Equally important is thinking of self-belief as able to be impacted by context or direct intervention (as in the muscular endurance example above) and not a stable trait that is inherent to an individual.
So what might this mean for teachers in higher education? What can we do to influence our student’s belief in their ability and how can we create environments that grow rather than diminish it?
Drawing on the work of Bandura (1997) I would suggest the following ideas as a starting point:
- Make students aware of role models they may relate to who succeeded in similar circumstances. This is important particularly for those groups where role models may not be as visible such as women in subject areas typically dominated by males or vice versa, or in programs that have not had great student ethnic diversity.

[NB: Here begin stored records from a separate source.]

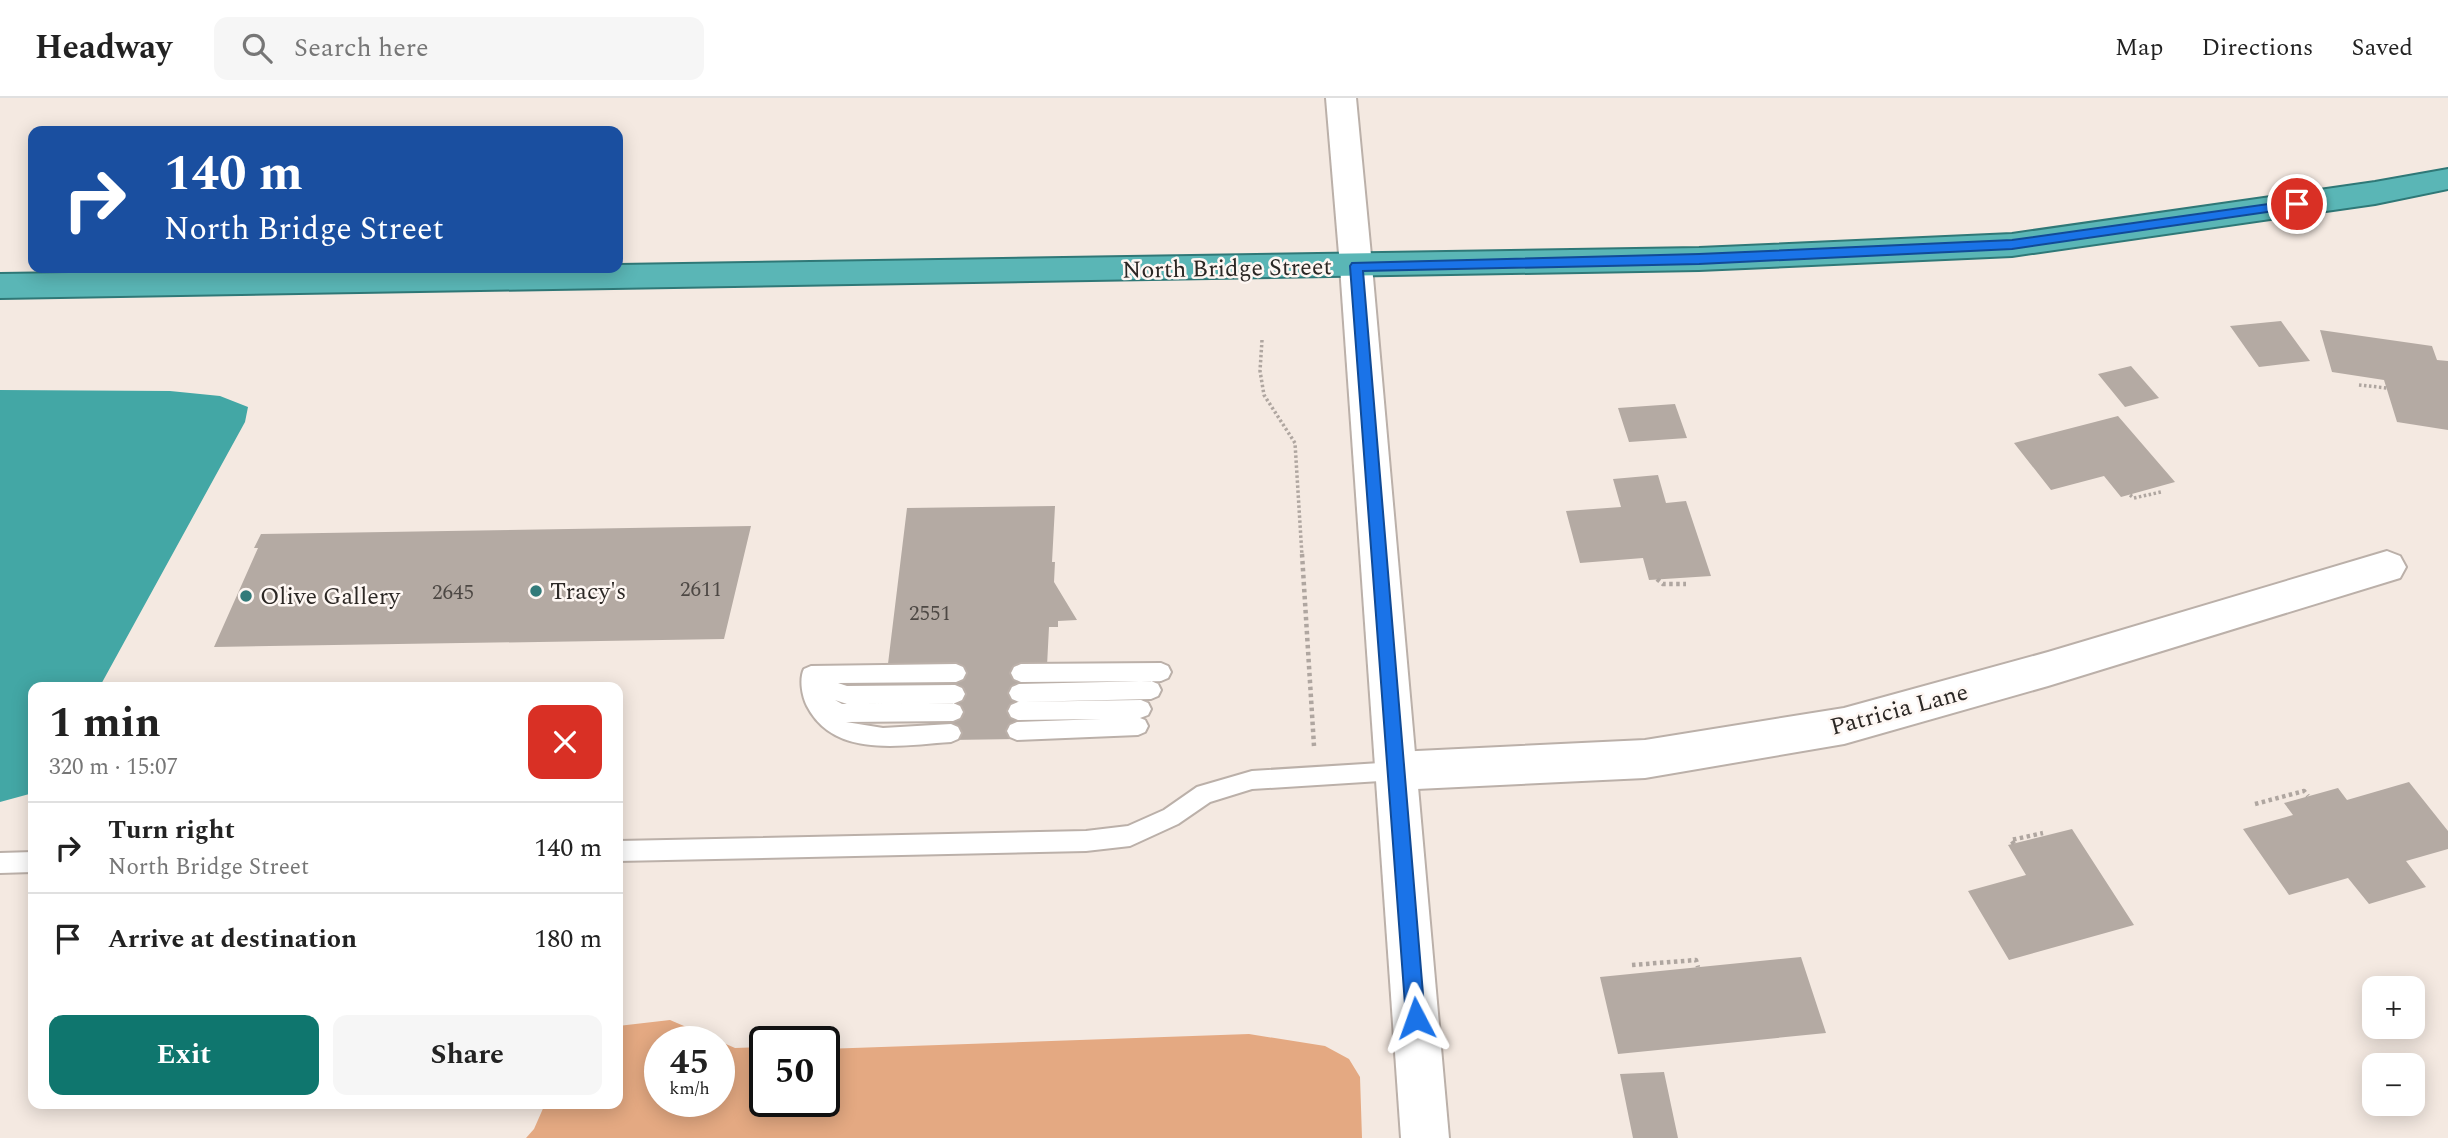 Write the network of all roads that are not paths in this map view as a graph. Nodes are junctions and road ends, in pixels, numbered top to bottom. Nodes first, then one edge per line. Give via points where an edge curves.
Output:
1 (1341, 98) edge
2 (2448, 179) edge
3 (1356, 266) junction
4 (0, 286) edge
5 (2387, 567) dead end
6 (1161, 671) dead end
7 (1151, 690) dead end
8 (1019, 702) junction
9 (954, 703) joint
10 (1140, 718) dead end
11 (1396, 771) junction
12 (623, 851) edge
13 (28, 862) edge
14 (0, 863) edge
15 (1426, 1138) edge

1 - 3 street
2 - 3 highway, North Bridge Street via 2012,245 1699,259
3 - 4 highway, North Bridge Street
3 - 11 street
5 - 11 street, Patricia Lane via 1844,726 1645,759
6 - 8 lane
7 - 8 lane
8 - 10 lane
9 - 9 lane via 854,735 836,728 820,714 812,697 811,674 823,687 847,695
11 - 12 lane via 1252,780 1204,794 1171,817 1130,836 1086,841
11 - 15 street
13 - 14 lane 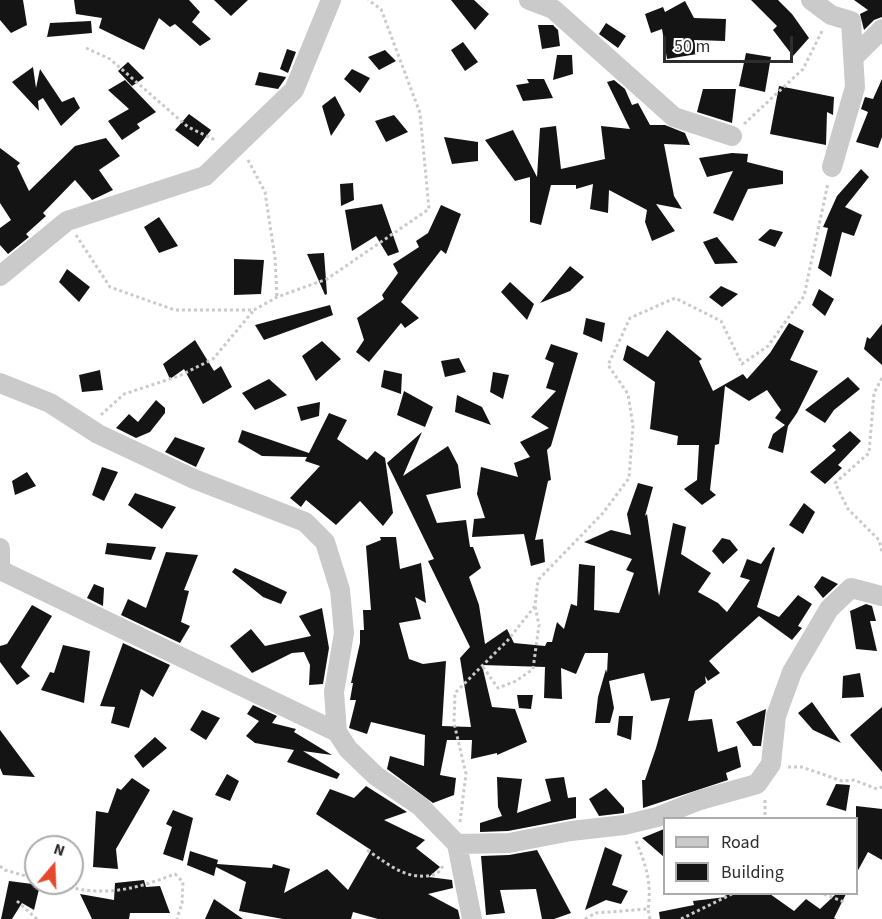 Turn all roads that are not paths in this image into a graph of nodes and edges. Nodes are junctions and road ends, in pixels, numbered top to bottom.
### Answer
1 (332, 0) edge
2 (529, 0) edge
3 (811, 0) edge
4 (835, 7) edge
5 (882, 28) edge
6 (854, 57) junction
7 (732, 136) road end
8 (832, 167) road end
9 (0, 276) edge
10 (0, 383) edge
11 (0, 548) edge
12 (0, 568) edge
13 (882, 596) edge
14 (337, 732) junction
15 (457, 844) junction
16 (472, 919) edge

1 - 9 street
2 - 7 street
3 - 4 street
4 - 6 street
5 - 6 street
6 - 8 street
10 - 14 street
11 - 12 street
12 - 14 street
13 - 15 street
14 - 15 street
15 - 16 street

- Provide students with genuine positive messages about their capacity to improve their grade on a course through effort.
- Provide students with opportunities to take on tasks that are appropriately challenging for their current ability level so they can experience success through effort.
- Design courses so that students feel they have control of their own success (i.e. if they apply effort in appropriate ways they can succeed). This may involve things like ensuring expectations are clear and discussed at the start of a course (assignments, due dates, etc.) and making the process of assessment and grading as transparent and understood as possible through things like grading rubrics, peer and self assessment and lower stakes assessment early in a course so feedback can be used to improve their final outcome.
These items are also known to improve student learning so are not additional things that need to be done but rather actions that can improve not only knowledge and skills but also a student’s belief that they can apply those to achieve their goals and succeed.
Bandura, A. (1997). Self-efficacy: The exercise of control. New York: W.H. Freeman and Company.